**EXERCISE OBJECTIVE**
Every entry that follows must be written out exactly, apart from its pictures.

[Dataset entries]
== Segment start ==

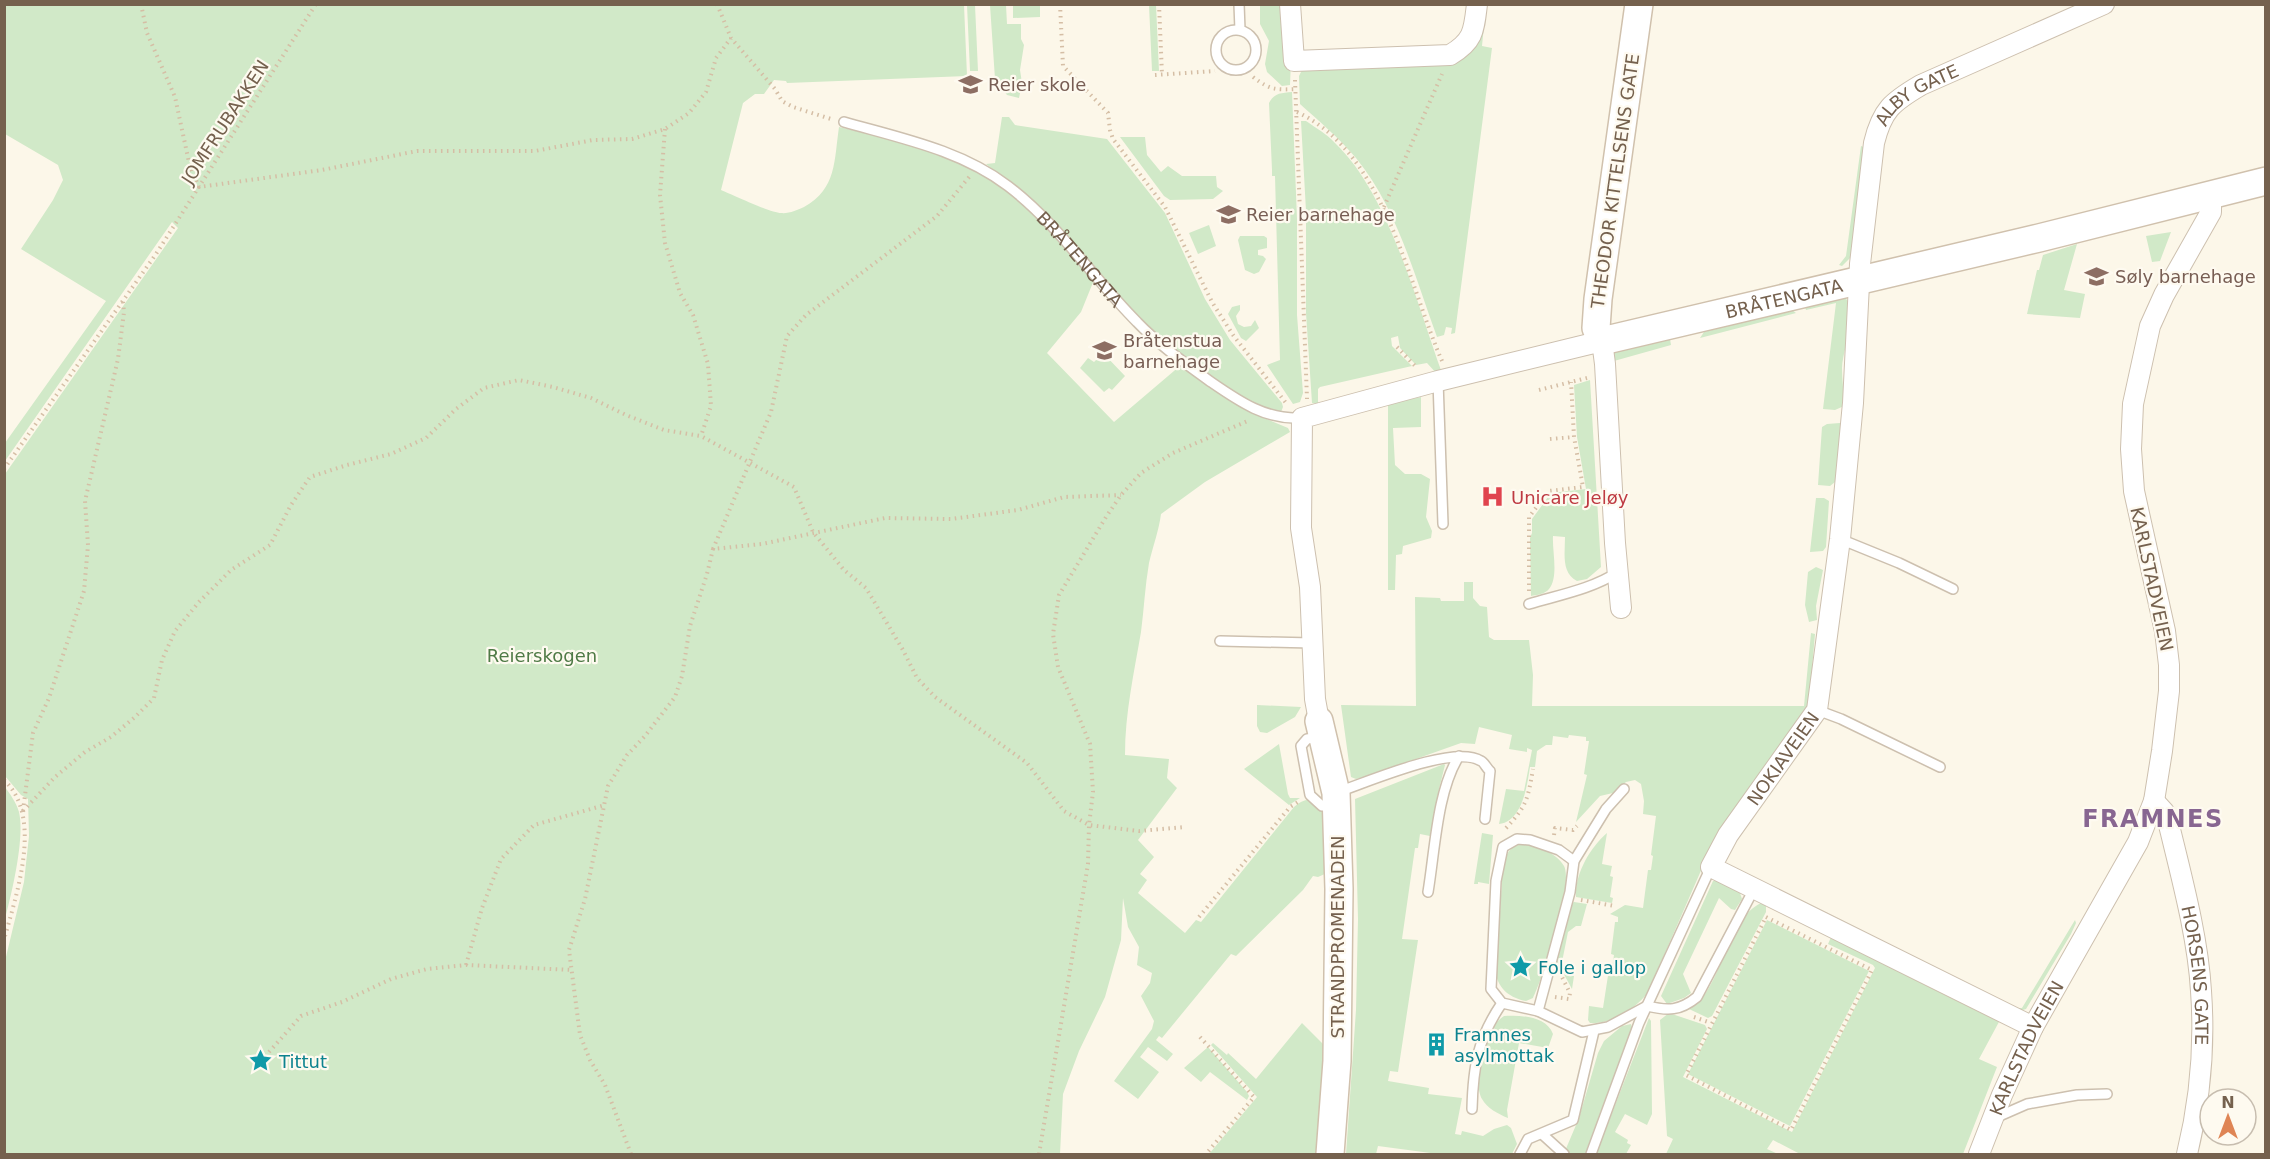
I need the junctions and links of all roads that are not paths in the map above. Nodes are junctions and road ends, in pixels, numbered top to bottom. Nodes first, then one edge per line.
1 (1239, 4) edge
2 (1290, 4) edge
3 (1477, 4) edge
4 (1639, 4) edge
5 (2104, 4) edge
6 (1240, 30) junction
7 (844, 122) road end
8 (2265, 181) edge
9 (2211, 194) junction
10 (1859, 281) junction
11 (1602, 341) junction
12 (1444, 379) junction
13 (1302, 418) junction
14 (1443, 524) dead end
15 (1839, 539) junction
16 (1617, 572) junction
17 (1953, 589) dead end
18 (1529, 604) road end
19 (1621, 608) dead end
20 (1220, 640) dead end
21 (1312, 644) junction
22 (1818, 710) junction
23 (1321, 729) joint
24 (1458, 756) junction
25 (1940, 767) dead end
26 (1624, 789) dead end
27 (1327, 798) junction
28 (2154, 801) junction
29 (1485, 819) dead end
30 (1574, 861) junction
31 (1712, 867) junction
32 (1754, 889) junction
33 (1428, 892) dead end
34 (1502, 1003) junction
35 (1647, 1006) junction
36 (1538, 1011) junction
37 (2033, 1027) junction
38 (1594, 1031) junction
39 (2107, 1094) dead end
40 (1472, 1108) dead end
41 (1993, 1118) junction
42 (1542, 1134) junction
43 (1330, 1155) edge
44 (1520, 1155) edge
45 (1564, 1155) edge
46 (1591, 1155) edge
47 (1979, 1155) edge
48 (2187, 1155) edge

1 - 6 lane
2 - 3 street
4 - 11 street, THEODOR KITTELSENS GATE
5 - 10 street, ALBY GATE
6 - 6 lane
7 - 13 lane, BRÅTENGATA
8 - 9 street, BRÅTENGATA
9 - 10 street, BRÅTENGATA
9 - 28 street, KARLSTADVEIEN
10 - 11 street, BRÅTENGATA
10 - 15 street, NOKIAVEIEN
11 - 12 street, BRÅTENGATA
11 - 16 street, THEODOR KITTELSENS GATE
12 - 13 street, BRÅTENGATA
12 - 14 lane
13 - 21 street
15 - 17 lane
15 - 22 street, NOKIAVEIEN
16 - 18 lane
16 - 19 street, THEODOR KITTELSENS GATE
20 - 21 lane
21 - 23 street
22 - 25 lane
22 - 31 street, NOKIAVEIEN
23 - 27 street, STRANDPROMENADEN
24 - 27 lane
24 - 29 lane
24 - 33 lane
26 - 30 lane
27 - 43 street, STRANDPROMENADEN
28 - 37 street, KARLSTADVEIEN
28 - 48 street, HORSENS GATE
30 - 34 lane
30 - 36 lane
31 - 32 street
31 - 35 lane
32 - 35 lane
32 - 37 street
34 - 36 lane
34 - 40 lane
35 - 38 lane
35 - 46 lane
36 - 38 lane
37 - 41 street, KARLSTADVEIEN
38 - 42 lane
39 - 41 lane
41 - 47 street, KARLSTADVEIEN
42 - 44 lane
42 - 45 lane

== Segment end ==

**EXERCISE RESULT**
I need the junctions and links of all roads that are not paths in the map above. Nodes are junctions and road ends, in pixels, numbered top to bottom. Nodes first, then one edge per line.
1 (1239, 4) edge
2 (1290, 4) edge
3 (1477, 4) edge
4 (1639, 4) edge
5 (2104, 4) edge
6 (1240, 30) junction
7 (844, 122) road end
8 (2265, 181) edge
9 (2211, 194) junction
10 (1859, 281) junction
11 (1602, 341) junction
12 (1444, 379) junction
13 (1302, 418) junction
14 (1443, 524) dead end
15 (1839, 539) junction
16 (1617, 572) junction
17 (1953, 589) dead end
18 (1529, 604) road end
19 (1621, 608) dead end
20 (1220, 640) dead end
21 (1312, 644) junction
22 (1818, 710) junction
23 (1321, 729) joint
24 (1458, 756) junction
25 (1940, 767) dead end
26 (1624, 789) dead end
27 (1327, 798) junction
28 (2154, 801) junction
29 (1485, 819) dead end
30 (1574, 861) junction
31 (1712, 867) junction
32 (1754, 889) junction
33 (1428, 892) dead end
34 (1502, 1003) junction
35 (1647, 1006) junction
36 (1538, 1011) junction
37 (2033, 1027) junction
38 (1594, 1031) junction
39 (2107, 1094) dead end
40 (1472, 1108) dead end
41 (1993, 1118) junction
42 (1542, 1134) junction
43 (1330, 1155) edge
44 (1520, 1155) edge
45 (1564, 1155) edge
46 (1591, 1155) edge
47 (1979, 1155) edge
48 (2187, 1155) edge

1 - 6 lane
2 - 3 street
4 - 11 street, THEODOR KITTELSENS GATE
5 - 10 street, ALBY GATE
6 - 6 lane
7 - 13 lane, BRÅTENGATA
8 - 9 street, BRÅTENGATA
9 - 10 street, BRÅTENGATA
9 - 28 street, KARLSTADVEIEN
10 - 11 street, BRÅTENGATA
10 - 15 street, NOKIAVEIEN
11 - 12 street, BRÅTENGATA
11 - 16 street, THEODOR KITTELSENS GATE
12 - 13 street, BRÅTENGATA
12 - 14 lane
13 - 21 street
15 - 17 lane
15 - 22 street, NOKIAVEIEN
16 - 18 lane
16 - 19 street, THEODOR KITTELSENS GATE
20 - 21 lane
21 - 23 street
22 - 25 lane
22 - 31 street, NOKIAVEIEN
23 - 27 street, STRANDPROMENADEN
24 - 27 lane
24 - 29 lane
24 - 33 lane
26 - 30 lane
27 - 43 street, STRANDPROMENADEN
28 - 37 street, KARLSTADVEIEN
28 - 48 street, HORSENS GATE
30 - 34 lane
30 - 36 lane
31 - 32 street
31 - 35 lane
32 - 35 lane
32 - 37 street
34 - 36 lane
34 - 40 lane
35 - 38 lane
35 - 46 lane
36 - 38 lane
37 - 41 street, KARLSTADVEIEN
38 - 42 lane
39 - 41 lane
41 - 47 street, KARLSTADVEIEN
42 - 44 lane
42 - 45 lane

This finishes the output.